Spark Transformation and Action: A Deep Dive

Misbah Uddin
CodeX
Published in
5 min readMay 8, 2021

--

A deep dive in Spark transformation and action is essential for writing effective spark code. This article provides a brief overview of Spark's transformation and action.

Primer

For simplicity, this article focuses on PySpark and DataFrame API. The concepts are applied similarly to other languages in the Spark framework. Furthermore, it is necessary to understand the following concepts to grasp the rest of the material easily.

Resilient Distributed Dataset: Spark jobs are typically executed against Resilient Distributed Dataset (RDD), which is fault-tolerant partitions of records that can be concurrently operated.

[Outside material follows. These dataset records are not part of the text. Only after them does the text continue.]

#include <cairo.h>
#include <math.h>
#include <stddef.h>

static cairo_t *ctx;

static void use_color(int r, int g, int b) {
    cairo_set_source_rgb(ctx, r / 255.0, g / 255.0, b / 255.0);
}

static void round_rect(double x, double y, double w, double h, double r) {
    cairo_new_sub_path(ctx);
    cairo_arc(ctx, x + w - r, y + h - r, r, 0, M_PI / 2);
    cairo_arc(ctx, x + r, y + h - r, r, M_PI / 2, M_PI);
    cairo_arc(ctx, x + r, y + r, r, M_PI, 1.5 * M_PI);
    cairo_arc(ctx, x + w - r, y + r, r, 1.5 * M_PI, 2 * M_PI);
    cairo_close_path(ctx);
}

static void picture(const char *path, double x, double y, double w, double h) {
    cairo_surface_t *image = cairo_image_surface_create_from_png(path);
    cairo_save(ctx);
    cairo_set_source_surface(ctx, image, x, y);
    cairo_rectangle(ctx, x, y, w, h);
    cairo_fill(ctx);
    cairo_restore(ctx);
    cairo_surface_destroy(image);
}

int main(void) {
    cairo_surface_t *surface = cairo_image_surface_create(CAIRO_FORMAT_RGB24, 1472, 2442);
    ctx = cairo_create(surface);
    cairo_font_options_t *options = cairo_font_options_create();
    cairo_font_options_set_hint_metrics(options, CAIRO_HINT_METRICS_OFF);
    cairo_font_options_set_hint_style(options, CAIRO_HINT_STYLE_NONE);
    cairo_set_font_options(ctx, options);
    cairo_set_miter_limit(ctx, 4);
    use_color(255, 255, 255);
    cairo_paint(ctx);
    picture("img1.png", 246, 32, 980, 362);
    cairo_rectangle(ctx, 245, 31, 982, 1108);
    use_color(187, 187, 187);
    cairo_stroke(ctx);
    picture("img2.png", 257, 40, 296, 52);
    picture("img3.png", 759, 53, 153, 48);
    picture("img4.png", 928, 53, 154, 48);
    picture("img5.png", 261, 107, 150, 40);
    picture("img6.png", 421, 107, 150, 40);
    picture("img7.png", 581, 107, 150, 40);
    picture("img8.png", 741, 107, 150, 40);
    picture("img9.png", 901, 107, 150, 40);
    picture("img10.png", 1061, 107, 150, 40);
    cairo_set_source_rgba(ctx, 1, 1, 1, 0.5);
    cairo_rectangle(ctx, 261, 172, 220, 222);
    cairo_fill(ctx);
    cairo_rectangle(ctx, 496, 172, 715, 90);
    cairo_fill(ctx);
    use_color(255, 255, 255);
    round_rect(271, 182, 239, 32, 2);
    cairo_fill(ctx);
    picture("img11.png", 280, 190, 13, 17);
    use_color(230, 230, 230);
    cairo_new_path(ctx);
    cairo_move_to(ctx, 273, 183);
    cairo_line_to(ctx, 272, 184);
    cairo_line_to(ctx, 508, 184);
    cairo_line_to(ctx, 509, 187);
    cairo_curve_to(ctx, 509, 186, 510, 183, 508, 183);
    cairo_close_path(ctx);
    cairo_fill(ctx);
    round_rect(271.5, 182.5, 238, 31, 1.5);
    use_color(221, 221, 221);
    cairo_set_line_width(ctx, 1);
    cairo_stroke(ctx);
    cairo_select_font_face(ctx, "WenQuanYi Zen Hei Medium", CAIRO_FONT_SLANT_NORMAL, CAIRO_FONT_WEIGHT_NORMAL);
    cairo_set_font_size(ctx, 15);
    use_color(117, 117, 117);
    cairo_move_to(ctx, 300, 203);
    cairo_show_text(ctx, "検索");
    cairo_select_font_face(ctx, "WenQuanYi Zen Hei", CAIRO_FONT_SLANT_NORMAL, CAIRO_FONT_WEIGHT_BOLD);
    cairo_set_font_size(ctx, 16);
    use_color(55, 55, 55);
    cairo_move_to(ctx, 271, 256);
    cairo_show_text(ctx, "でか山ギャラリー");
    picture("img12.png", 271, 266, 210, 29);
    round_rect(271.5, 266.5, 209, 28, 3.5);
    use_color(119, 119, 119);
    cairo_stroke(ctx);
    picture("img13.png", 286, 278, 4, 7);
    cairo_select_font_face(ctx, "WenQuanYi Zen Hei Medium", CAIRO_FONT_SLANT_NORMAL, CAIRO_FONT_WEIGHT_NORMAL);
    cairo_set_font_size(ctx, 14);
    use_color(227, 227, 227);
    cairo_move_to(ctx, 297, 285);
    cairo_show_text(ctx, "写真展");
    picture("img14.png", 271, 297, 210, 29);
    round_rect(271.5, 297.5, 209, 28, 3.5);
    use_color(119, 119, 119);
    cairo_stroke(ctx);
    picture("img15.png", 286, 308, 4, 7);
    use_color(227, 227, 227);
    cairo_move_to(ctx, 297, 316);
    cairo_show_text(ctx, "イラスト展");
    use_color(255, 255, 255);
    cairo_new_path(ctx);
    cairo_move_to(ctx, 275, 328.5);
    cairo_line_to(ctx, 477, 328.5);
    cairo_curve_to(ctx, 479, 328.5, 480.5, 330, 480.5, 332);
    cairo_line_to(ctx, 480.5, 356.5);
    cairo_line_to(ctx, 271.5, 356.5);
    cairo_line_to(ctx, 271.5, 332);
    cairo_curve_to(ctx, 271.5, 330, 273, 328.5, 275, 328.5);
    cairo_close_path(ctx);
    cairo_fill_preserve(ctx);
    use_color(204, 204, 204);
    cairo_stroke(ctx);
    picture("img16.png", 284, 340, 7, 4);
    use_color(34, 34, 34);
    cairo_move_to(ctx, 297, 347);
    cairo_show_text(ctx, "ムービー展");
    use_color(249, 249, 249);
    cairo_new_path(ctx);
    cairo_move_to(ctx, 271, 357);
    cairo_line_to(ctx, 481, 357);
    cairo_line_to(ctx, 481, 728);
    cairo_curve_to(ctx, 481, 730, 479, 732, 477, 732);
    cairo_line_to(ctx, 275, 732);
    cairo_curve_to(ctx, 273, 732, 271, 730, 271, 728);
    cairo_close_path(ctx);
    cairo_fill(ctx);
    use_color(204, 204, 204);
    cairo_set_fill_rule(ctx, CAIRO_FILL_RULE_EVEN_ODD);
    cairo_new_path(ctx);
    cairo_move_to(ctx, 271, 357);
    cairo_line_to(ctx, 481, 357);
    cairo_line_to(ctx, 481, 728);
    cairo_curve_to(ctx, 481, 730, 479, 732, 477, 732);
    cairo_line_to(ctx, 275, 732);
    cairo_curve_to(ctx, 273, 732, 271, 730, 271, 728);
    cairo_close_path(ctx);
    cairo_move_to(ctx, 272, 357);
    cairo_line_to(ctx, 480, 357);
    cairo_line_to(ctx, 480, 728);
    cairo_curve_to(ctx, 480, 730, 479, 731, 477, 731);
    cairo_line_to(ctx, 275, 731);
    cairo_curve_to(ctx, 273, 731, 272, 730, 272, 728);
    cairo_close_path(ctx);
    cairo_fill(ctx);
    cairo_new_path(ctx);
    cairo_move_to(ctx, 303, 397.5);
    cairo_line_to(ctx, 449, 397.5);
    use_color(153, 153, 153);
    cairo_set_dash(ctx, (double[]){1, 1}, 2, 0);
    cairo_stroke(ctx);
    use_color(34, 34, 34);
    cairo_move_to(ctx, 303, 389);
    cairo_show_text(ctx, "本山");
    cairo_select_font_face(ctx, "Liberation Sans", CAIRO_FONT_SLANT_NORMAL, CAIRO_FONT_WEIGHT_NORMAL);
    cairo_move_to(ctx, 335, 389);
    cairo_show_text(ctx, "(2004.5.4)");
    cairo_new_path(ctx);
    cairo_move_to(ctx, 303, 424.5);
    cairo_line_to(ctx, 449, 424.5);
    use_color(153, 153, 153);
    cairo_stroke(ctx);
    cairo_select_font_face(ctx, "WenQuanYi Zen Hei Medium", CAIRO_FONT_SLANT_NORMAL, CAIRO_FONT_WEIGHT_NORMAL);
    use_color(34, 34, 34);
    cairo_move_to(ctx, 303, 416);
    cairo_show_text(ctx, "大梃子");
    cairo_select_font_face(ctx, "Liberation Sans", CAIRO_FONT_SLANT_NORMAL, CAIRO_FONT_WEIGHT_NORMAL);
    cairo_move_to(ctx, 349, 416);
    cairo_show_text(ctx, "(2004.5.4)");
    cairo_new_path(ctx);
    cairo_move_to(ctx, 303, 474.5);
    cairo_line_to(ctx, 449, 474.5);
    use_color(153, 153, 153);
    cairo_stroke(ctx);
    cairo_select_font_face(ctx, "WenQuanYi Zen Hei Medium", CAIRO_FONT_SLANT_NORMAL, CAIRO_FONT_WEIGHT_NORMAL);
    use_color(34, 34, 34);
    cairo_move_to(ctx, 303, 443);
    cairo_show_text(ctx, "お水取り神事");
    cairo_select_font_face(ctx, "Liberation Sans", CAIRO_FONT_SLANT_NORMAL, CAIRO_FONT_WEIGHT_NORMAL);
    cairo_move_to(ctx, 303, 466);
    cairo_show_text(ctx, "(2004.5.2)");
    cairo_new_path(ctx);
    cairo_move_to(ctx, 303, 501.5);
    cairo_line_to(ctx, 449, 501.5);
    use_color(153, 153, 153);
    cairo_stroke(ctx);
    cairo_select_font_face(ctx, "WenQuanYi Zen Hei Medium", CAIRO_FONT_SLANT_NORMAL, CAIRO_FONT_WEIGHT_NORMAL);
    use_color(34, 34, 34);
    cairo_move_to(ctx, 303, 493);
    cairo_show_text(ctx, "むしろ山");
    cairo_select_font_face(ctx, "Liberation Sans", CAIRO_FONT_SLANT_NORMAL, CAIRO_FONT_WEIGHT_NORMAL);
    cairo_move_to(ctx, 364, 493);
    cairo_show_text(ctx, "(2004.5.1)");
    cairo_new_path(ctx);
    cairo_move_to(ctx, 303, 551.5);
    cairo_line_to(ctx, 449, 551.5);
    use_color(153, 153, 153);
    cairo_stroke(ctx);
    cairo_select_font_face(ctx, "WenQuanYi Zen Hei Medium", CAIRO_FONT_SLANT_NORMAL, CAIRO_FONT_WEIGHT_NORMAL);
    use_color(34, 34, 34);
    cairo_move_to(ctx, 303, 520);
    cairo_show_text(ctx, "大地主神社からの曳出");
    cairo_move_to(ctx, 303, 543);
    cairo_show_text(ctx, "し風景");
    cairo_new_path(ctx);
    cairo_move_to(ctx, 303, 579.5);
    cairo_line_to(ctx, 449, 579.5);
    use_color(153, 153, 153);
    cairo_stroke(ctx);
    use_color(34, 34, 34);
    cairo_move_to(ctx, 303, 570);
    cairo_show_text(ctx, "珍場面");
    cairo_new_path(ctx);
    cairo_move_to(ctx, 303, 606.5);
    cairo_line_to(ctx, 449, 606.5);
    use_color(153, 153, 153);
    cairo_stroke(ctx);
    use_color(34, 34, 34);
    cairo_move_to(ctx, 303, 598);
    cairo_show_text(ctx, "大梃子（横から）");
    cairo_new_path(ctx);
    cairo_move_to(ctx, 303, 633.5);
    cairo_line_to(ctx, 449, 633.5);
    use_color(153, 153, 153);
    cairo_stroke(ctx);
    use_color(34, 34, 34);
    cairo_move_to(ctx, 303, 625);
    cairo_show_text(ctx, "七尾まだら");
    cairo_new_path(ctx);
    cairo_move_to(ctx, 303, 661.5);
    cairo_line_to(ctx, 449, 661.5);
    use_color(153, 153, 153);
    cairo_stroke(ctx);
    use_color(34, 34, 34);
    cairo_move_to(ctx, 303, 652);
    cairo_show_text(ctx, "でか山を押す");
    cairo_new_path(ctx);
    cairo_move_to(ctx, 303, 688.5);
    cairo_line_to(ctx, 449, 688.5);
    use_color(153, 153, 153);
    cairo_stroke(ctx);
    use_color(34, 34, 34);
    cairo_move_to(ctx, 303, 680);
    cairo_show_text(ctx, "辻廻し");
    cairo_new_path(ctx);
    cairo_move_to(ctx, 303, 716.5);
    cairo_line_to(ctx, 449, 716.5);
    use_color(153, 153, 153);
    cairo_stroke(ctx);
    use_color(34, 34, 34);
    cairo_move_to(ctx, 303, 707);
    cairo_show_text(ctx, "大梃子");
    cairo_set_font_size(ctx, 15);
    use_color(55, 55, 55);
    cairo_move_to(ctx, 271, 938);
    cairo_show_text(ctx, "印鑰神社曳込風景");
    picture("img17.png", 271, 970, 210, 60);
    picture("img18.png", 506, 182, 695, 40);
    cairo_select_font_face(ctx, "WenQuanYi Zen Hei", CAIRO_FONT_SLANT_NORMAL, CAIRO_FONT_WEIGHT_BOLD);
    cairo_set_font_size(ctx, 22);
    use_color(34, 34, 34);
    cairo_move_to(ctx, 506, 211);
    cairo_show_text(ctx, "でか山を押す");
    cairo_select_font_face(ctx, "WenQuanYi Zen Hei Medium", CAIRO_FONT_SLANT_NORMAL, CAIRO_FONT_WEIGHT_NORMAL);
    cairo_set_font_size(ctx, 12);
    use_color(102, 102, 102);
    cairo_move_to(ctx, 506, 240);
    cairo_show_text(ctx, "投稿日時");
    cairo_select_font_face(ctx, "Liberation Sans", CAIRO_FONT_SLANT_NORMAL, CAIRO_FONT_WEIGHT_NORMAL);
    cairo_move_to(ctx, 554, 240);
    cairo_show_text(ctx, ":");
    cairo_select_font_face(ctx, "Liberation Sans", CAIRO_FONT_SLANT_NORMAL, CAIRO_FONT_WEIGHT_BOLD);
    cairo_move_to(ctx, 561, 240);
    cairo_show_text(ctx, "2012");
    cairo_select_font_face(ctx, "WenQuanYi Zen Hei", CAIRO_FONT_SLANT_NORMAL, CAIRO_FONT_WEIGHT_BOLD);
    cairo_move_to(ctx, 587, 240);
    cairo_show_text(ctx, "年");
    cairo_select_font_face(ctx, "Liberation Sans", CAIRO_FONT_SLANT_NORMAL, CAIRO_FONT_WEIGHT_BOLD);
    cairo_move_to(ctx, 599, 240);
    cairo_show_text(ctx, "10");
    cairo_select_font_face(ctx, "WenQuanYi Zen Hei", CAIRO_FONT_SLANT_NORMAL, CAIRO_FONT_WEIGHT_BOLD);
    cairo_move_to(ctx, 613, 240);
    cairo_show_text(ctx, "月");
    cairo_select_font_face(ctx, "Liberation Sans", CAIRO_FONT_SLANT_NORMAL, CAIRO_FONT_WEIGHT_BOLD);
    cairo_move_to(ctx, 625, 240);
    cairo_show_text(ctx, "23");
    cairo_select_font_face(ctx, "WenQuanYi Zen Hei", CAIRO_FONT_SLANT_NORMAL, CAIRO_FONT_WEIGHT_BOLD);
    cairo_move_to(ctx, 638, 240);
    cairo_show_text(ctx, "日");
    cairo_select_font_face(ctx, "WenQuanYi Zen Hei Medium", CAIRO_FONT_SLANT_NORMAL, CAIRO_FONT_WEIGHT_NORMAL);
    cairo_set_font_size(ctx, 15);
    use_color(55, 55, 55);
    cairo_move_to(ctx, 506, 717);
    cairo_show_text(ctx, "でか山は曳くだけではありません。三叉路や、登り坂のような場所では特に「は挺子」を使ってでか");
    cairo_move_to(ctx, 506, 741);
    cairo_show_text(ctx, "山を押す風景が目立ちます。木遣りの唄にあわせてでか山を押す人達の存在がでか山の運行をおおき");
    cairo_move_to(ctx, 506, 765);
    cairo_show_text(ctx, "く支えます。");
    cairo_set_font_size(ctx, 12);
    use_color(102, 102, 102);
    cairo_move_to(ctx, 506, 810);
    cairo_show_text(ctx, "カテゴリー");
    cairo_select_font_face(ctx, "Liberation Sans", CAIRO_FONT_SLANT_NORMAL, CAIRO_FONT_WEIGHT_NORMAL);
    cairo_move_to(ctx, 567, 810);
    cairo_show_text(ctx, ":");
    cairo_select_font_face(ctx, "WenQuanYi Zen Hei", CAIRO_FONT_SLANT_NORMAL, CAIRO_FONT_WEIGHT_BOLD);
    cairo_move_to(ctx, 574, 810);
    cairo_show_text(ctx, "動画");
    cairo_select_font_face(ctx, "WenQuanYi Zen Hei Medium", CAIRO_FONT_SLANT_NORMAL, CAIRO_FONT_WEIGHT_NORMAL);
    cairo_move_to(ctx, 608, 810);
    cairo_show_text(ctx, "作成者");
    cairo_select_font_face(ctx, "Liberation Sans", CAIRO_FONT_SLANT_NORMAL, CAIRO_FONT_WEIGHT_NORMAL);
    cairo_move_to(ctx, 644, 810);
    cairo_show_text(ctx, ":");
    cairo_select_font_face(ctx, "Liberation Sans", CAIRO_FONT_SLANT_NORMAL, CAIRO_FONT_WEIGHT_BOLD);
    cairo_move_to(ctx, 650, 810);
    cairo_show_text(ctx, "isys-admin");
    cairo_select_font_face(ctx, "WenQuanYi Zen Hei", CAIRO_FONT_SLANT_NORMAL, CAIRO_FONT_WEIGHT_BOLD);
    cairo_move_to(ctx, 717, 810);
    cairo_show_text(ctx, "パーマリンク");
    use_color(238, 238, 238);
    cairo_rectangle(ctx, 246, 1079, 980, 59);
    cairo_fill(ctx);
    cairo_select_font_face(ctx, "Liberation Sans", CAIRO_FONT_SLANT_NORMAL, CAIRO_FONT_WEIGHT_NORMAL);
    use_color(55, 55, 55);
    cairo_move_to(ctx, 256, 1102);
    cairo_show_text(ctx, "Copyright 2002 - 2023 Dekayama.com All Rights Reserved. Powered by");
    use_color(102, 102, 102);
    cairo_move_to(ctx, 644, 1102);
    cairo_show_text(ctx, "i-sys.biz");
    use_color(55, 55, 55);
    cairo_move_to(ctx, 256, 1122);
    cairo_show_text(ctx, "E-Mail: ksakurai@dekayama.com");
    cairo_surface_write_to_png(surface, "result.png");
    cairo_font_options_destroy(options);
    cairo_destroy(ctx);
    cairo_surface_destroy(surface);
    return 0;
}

RDDs are immutable, which means each instance of an RDD cannot be altered once it is instantiated.

DataFrame: A Spark data structure conceptually equivalent to a table in a relational database or a Pandas DataFrame, but with richer optimizations under the hood. DataFrames can be constructed from a wide array of sources such as structured data files, e.g., CSV, parquet, etc., tables in Hive, external databases, or existing RDDs. A DataFrame is created and manipulated using DataFrame API. Table 1 represents a sample DataFrame.

Transformations and Actions

Common Spark jobs are created using operations in DataFrame API. These operations are either transformations or actions.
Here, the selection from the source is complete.